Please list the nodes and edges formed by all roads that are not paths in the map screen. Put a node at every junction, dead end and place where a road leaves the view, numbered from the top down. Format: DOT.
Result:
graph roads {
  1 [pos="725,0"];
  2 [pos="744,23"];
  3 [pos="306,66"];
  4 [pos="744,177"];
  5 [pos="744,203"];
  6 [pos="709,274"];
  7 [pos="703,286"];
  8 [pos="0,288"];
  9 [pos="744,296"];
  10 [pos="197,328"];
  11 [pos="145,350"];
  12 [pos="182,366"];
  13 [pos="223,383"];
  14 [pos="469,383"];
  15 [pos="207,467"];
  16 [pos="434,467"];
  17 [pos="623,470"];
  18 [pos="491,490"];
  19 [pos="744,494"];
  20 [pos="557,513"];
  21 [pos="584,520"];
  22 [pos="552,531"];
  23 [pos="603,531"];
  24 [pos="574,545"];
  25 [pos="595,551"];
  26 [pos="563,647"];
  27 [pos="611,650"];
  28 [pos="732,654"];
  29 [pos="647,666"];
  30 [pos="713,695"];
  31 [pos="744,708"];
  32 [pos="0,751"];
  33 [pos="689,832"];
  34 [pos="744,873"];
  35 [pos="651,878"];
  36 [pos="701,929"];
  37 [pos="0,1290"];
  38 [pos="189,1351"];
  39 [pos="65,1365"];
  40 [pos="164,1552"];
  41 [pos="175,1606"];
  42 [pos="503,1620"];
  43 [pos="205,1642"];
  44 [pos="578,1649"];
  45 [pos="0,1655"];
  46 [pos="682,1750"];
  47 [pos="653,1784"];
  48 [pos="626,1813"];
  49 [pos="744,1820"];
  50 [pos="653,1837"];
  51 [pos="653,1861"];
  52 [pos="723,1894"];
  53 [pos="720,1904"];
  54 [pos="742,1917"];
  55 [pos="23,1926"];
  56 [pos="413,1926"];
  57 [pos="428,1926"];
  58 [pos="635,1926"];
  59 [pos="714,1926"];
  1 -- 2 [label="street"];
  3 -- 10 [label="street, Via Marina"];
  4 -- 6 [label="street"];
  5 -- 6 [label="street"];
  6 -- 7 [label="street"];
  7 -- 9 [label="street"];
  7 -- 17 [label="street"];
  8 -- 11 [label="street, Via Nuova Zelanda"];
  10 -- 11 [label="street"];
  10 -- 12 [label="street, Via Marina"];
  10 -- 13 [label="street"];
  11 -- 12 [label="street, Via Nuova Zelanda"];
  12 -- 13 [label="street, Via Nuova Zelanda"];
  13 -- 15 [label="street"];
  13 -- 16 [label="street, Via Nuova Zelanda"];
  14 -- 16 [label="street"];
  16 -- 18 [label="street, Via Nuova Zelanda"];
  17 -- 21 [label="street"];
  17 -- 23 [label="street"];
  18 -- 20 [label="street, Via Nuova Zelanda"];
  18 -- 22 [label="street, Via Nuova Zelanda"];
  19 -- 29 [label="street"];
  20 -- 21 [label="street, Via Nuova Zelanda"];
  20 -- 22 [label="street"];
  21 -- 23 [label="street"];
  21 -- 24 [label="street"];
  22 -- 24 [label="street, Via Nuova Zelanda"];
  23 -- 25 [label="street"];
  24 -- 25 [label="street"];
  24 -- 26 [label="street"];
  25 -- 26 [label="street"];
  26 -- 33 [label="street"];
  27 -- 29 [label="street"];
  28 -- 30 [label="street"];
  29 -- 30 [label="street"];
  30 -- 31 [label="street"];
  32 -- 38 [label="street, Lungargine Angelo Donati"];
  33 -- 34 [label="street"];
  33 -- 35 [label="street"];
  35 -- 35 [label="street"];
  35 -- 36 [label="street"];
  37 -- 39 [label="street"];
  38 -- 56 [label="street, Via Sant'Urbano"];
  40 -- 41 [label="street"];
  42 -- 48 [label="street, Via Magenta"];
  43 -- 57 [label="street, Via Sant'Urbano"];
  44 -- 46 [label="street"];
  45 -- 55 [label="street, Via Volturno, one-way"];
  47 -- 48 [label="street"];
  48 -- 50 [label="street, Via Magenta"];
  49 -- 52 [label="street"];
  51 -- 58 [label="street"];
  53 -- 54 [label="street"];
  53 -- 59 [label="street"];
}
• • • • • • •
Goal of the exercise: Write out the entries in full, exactly as given.

Exercise answer:
Please list the nodes and edges formed by all roads that are not paths in the map screen. Put a node at every junction, dead end and place where a road leaves the view, numbered from the top down. Format: DOT.
Result:
graph roads {
  1 [pos="725,0"];
  2 [pos="744,23"];
  3 [pos="306,66"];
  4 [pos="744,177"];
  5 [pos="744,203"];
  6 [pos="709,274"];
  7 [pos="703,286"];
  8 [pos="0,288"];
  9 [pos="744,296"];
  10 [pos="197,328"];
  11 [pos="145,350"];
  12 [pos="182,366"];
  13 [pos="223,383"];
  14 [pos="469,383"];
  15 [pos="207,467"];
  16 [pos="434,467"];
  17 [pos="623,470"];
  18 [pos="491,490"];
  19 [pos="744,494"];
  20 [pos="557,513"];
  21 [pos="584,520"];
  22 [pos="552,531"];
  23 [pos="603,531"];
  24 [pos="574,545"];
  25 [pos="595,551"];
  26 [pos="563,647"];
  27 [pos="611,650"];
  28 [pos="732,654"];
  29 [pos="647,666"];
  30 [pos="713,695"];
  31 [pos="744,708"];
  32 [pos="0,751"];
  33 [pos="689,832"];
  34 [pos="744,873"];
  35 [pos="651,878"];
  36 [pos="701,929"];
  37 [pos="0,1290"];
  38 [pos="189,1351"];
  39 [pos="65,1365"];
  40 [pos="164,1552"];
  41 [pos="175,1606"];
  42 [pos="503,1620"];
  43 [pos="205,1642"];
  44 [pos="578,1649"];
  45 [pos="0,1655"];
  46 [pos="682,1750"];
  47 [pos="653,1784"];
  48 [pos="626,1813"];
  49 [pos="744,1820"];
  50 [pos="653,1837"];
  51 [pos="653,1861"];
  52 [pos="723,1894"];
  53 [pos="720,1904"];
  54 [pos="742,1917"];
  55 [pos="23,1926"];
  56 [pos="413,1926"];
  57 [pos="428,1926"];
  58 [pos="635,1926"];
  59 [pos="714,1926"];
  1 -- 2 [label="street"];
  3 -- 10 [label="street, Via Marina"];
  4 -- 6 [label="street"];
  5 -- 6 [label="street"];
  6 -- 7 [label="street"];
  7 -- 9 [label="street"];
  7 -- 17 [label="street"];
  8 -- 11 [label="street, Via Nuova Zelanda"];
  10 -- 11 [label="street"];
  10 -- 12 [label="street, Via Marina"];
  10 -- 13 [label="street"];
  11 -- 12 [label="street, Via Nuova Zelanda"];
  12 -- 13 [label="street, Via Nuova Zelanda"];
  13 -- 15 [label="street"];
  13 -- 16 [label="street, Via Nuova Zelanda"];
  14 -- 16 [label="street"];
  16 -- 18 [label="street, Via Nuova Zelanda"];
  17 -- 21 [label="street"];
  17 -- 23 [label="street"];
  18 -- 20 [label="street, Via Nuova Zelanda"];
  18 -- 22 [label="street, Via Nuova Zelanda"];
  19 -- 29 [label="street"];
  20 -- 21 [label="street, Via Nuova Zelanda"];
  20 -- 22 [label="street"];
  21 -- 23 [label="street"];
  21 -- 24 [label="street"];
  22 -- 24 [label="street, Via Nuova Zelanda"];
  23 -- 25 [label="street"];
  24 -- 25 [label="street"];
  24 -- 26 [label="street"];
  25 -- 26 [label="street"];
  26 -- 33 [label="street"];
  27 -- 29 [label="street"];
  28 -- 30 [label="street"];
  29 -- 30 [label="street"];
  30 -- 31 [label="street"];
  32 -- 38 [label="street, Lungargine Angelo Donati"];
  33 -- 34 [label="street"];
  33 -- 35 [label="street"];
  35 -- 35 [label="street"];
  35 -- 36 [label="street"];
  37 -- 39 [label="street"];
  38 -- 56 [label="street, Via Sant'Urbano"];
  40 -- 41 [label="street"];
  42 -- 48 [label="street, Via Magenta"];
  43 -- 57 [label="street, Via Sant'Urbano"];
  44 -- 46 [label="street"];
  45 -- 55 [label="street, Via Volturno, one-way"];
  47 -- 48 [label="street"];
  48 -- 50 [label="street, Via Magenta"];
  49 -- 52 [label="street"];
  51 -- 58 [label="street"];
  53 -- 54 [label="street"];
  53 -- 59 [label="street"];
}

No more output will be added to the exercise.